In the tumultuous aftermath of the fall of the Roman Empire, the newly founded Republic of Venice boasted its maritime and commercial eastward mission.
By Dr. Vera Costantini
Lecturer in Turkish Language, Ottoman History, and Paleography
Ca’Foscari University of Venice
University of Palermo
In one of his articles, Carlo Dionisotti analyzed the literary topos of war in the East during the Renaissance. The eminent historian of Italian literature argued that limiting analysis to Venice would lead the interpretation to the core of the question, since the majority of literary examples on the topic were written and published in early-modern Venice. Understandably, its geographic location and its economic interests eastward led the Republic of Saint Mark, more than any other Italian or European state of the time to being deeply concerned by the perspective of a military confrontation with the Ottoman Empire. Should we shift the analysis from this Renaissance literary topos to the topic of the session I have the honour to open (European commercial roots), Venice may still legitimately retain a central role.
In the tumultuous aftermath of the fall of the Roman Empire, when the areas in Europe excluded by the monetary economy were expanding, the newly founded Republic of Venice boasted its maritime and commercial eastward mission, displaying an attachment to the Byzantine world and eventual affinities with any other political entity on the eastern Mediterranean. In 1082, commercial privileges were granted by Emperor Alexios I Komnenos to the Venetian merchants in return for naval aid against the Normans. When possible, and in open opposition to the pontifical directives to fight “infidels” and “heretics”, the Venetian leading class did not refrain from establishing intense economic partnerships with the Byzantine and Muslim Orients. As stated by Fernand Braudel in “Civilisation matérielle, économie et capitalisme”, exchange must be mutual: in the case of early Venetians, wood and slaves, coming from not-yet-Christianised populations such as the Slavs and Anglo-Saxon tribes, were the essential means of getting gold and silver from the Muslims, with which to buy from Constantinople the luxury wares in demand in the West. “Their ready access to supplies of timber stimulated Venetian shipbuilding”, writes Frederick Lane. “Then,having their own ships and having acquired, through the sale of slaves to the Muslims, precious metal to use as capital, the Venetians took into their own hands more and more of the trade between their lagoons and the imperial capital,Constantinople”.
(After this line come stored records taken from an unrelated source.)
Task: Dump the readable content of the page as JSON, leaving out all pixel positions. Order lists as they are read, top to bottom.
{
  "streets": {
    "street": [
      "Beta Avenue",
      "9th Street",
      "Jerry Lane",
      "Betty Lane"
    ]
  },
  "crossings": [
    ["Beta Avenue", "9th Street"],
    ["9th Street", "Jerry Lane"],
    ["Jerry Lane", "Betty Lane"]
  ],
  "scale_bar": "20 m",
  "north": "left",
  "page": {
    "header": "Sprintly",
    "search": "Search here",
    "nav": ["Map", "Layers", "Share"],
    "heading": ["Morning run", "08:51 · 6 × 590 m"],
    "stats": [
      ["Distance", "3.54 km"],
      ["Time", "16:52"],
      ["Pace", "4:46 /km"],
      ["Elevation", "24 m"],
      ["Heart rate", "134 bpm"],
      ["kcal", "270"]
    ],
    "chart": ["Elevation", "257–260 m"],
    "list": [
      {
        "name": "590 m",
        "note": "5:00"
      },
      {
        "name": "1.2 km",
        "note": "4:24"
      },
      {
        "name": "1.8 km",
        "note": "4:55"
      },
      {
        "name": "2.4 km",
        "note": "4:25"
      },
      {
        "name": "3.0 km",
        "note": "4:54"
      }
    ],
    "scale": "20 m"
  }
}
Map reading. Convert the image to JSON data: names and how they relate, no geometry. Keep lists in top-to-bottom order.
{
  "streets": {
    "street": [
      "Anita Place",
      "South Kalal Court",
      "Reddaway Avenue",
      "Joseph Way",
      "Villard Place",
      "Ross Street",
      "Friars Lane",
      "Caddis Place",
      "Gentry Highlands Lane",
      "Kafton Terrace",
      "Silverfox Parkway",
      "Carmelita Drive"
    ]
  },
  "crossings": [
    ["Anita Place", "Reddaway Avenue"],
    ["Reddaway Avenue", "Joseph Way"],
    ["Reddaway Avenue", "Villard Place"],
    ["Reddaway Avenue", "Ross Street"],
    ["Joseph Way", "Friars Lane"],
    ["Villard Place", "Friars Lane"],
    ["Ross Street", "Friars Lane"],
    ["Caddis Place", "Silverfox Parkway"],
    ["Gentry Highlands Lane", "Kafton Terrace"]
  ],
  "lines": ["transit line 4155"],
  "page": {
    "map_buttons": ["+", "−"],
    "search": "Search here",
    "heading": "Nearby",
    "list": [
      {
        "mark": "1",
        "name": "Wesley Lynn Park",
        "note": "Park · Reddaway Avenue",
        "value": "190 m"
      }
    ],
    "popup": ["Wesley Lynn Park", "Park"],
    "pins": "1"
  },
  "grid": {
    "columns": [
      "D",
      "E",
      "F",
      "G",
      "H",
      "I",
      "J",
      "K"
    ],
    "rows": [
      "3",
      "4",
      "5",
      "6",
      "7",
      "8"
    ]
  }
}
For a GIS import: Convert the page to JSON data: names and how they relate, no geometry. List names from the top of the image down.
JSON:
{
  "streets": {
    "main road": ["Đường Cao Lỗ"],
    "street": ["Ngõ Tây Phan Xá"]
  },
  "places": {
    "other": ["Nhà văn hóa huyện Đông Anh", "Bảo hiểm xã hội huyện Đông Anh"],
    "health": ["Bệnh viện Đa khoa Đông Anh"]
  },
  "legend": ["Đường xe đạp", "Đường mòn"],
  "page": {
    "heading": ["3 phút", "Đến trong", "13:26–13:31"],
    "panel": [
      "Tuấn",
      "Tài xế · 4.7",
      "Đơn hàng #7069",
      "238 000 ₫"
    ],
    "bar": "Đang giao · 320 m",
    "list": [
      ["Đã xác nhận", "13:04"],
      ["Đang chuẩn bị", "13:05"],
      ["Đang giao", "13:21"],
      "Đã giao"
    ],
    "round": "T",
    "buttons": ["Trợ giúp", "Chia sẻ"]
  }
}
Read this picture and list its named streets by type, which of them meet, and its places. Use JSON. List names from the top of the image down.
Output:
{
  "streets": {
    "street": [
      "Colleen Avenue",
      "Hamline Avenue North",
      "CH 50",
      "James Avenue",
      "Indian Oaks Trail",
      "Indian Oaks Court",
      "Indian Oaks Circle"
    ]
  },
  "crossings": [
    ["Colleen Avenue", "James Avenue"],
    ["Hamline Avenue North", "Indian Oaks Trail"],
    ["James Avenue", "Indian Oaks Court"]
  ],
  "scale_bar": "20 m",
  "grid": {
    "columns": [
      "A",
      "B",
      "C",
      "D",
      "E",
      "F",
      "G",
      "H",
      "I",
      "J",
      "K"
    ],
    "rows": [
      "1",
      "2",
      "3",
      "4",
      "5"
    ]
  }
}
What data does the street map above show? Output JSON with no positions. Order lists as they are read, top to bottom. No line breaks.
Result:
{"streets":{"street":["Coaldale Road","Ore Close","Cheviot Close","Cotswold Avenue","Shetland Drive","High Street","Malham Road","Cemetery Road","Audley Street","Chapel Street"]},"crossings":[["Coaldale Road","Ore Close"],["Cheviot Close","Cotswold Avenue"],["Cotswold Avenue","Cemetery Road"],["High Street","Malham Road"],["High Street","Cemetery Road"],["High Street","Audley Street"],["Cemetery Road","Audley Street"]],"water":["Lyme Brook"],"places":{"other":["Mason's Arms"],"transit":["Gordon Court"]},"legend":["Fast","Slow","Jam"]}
According to economic historians, the model of pre-modern Europe was characterised by a constant struggle between dominant stagnation, depending on the structural limits of the agricultural sector, and marginal dynamism, represented by forces of growth, which might be structured in what Emmanuel Wallerstein called “feudal business economies”. The economic model of the Republic of Venice developed according to an integration between agricultural and timber supplies, industrial specialisation, investment and foreign trade. Since the premodern economic system is also defined as the “wood civilisation”, due to the importance of wood as fuel and as a raw material for construction industries,the relative availability of timber from the Cansiglio and Cadore forests largely contributed to turning the Venetian model of development into a success story.Frederick Lane, again, writes that “[i]t was Venice’s superior supplies of timber which initially formed the basis for a division of labour between the people of the lagoons and distant Mediterranean shores more productive of wine, oil, and wheat”.
Therefore, the first argument I would like to shed light upon is the fact that, as we learn from the Venetian case study, international maritime trade started in the middle ages not as a separate entity from mainstream rural economies, but as an attempt to integrate capital formation and mutual exchange in a coherent development model in which the availability and redistribution of energy resources(slaves, food and timber) played a relevant role.
Since limited demographical growth occurred and slavery was generally confined to domestic services or highly specialized industrial production, as in the Mameluk sultanates, up to the eleventh and twelfth centuries, the migration of energy-saving technologies from China and Central Asia to Europe led to an incomparable plus-value to the trade routes developed by the Venetians, among others. Active both in the south-eastern Mediterranean and on the Black Sea,the Venetians traded in partnership with Syrian and Egyptian merchants and in close contact with the Turkic peoples who preceded and accompanied the emergence of Ottoman power. The Ponto-Caspian region, which Fernand Braudel indicates as one of the frontiers of the Mediterranean, was an area of intense cultural and technological mediation. Up until the end of the fourteenth century,the Genoese owned Caffa, in Crimea, whereas the Venetians were in Tana, at the outlet of the Don River, turning the Black Sea into a region of intense commercial investment. Constantinople itself had become less important, though remaining crucial as a way station to the ports of the Black Sea. These, in turn,led to the Caspian region and from there, through the steppes, eastward to China,or southward to Tabriz, Persia and the spice bank India. Hence, the centuries-long relationship between Ottomans and Venetians had been preceded by two centuries of acquaintance with “other Turks”, a wide spectrum of Turkic groups such as the Uzbeks and Çagatays, who by then had turned Muslim, though opposedto qızılbaş Safavid Persia. The Codex Cumanicus, a thirteenth-century trilingual glossary with words and idiomatic expressions in vernacular, Kipçak and Persian is still conserved in Venice’s Marciana library. The Republic of Venice experienced its Golden Age and established the main structures of its trade with the Eastern shores of the Mediterranean from the year 1000 up to the end of the thirteenth century, in a period when European civilisation was finally ready and more importantly eager to acquire technological knowledge from the Far East.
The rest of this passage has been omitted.